# TASK BRIEF
Compute how many lines below contain the word "Ruysdaelstraat" and respond with that number only.

# RECORDS FOR THIS EXERCISE

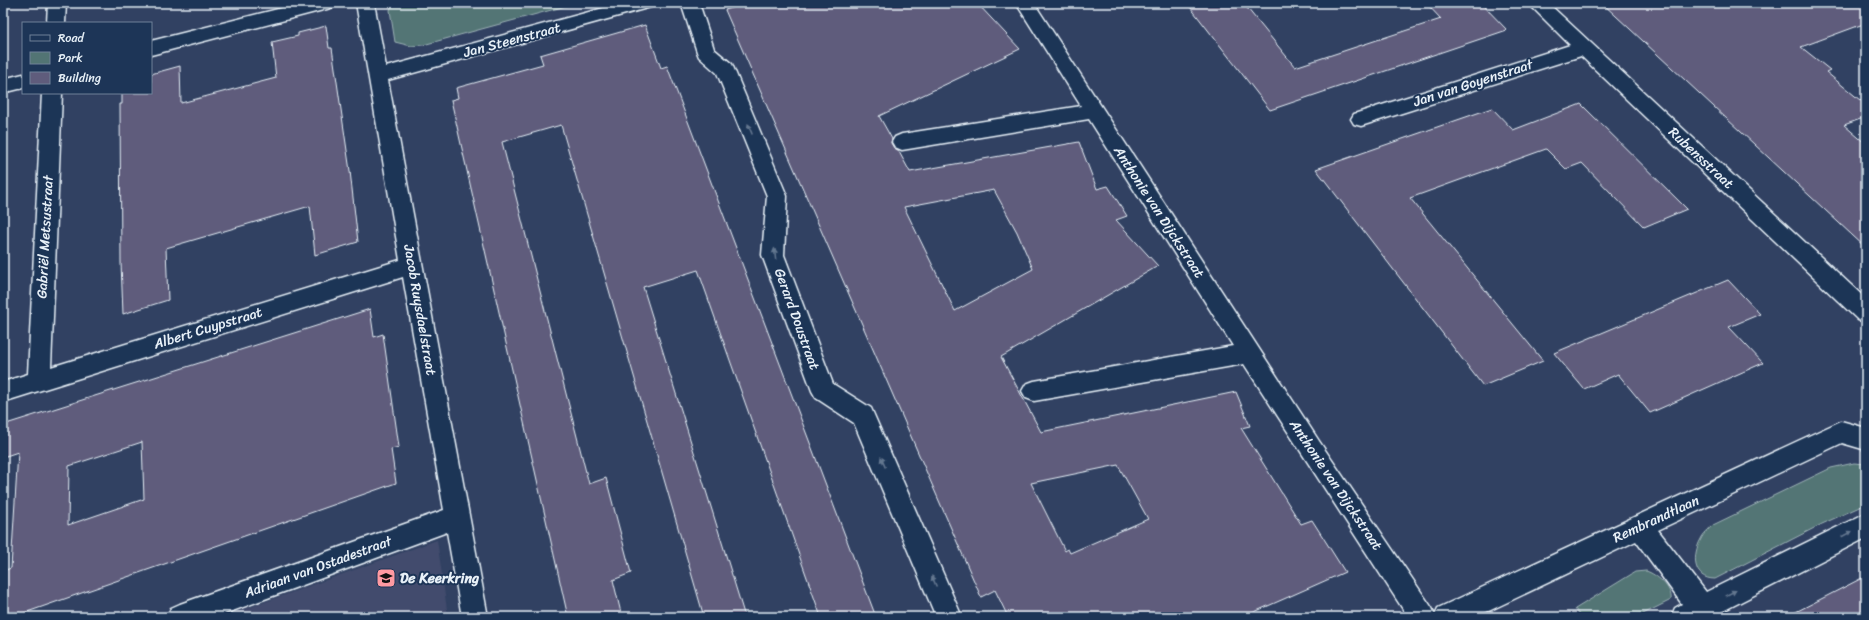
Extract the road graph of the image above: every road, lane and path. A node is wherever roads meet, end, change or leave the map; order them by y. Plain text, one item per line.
1 (57, 3) edge
2 (327, 3) edge
3 (366, 3) edge
4 (645, 3) edge
5 (690, 3) edge
6 (1025, 3) edge
7 (1537, 3) edge
8 (294, 7) edge
9 (56, 22) edge
10 (152, 48) edge
11 (1584, 48) junction
12 (379, 76) junction
13 (22, 81) edge
14 (3, 86) edge
15 (52, 94) edge
16 (1094, 111) junction
17 (1361, 119) dead end
18 (902, 142) dead end
19 (412, 264) junction
20 (1866, 314) edge
21 (1249, 353) junction
22 (38, 381) junction
23 (1034, 391) dead end
24 (3, 392) edge
25 (1866, 439) edge
26 (457, 517) junction
27 (1866, 524) edge
28 (1640, 526) junction
29 (1698, 614) edge
30 (180, 617) edge
31 (475, 617) edge
32 (949, 617) edge
33 (1423, 617) edge
34 (1447, 617) edge

1 - 9 street
2 - 8 street
3 - 12 street, Jacob Ruysdaelstraat
4 - 12 street, Jan Steenstraat
32 -> 5 street, Gerard Doustraat
6 - 16 street, Anthonie van Dijckstraat
7 - 11 street, Rubensstraat
8 - 10 street
11 - 17 street, Jan van Goyenstraat
11 - 20 street, Rubensstraat
12 - 19 street, Jacob Ruysdaelstraat
13 - 14 street
15 - 22 street, Gabriël Metsustraat
16 - 18 street
16 - 21 street, Anthonie van Dijckstraat
19 - 22 street, Albert Cuypstraat
19 - 26 street, Jacob Ruysdaelstraat
21 - 23 street
21 - 33 street, Anthonie van Dijckstraat
22 - 24 street, Albert Cuypstraat
25 - 28 street, Rembrandtlaan
26 - 30 street, Adriaan van Ostadestraat
26 - 31 street, Jacob Ruysdaelstraat
29 -> 27 street
28 - 29 street
28 - 34 street, Rembrandtlaan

# WRITTEN ANSWER
4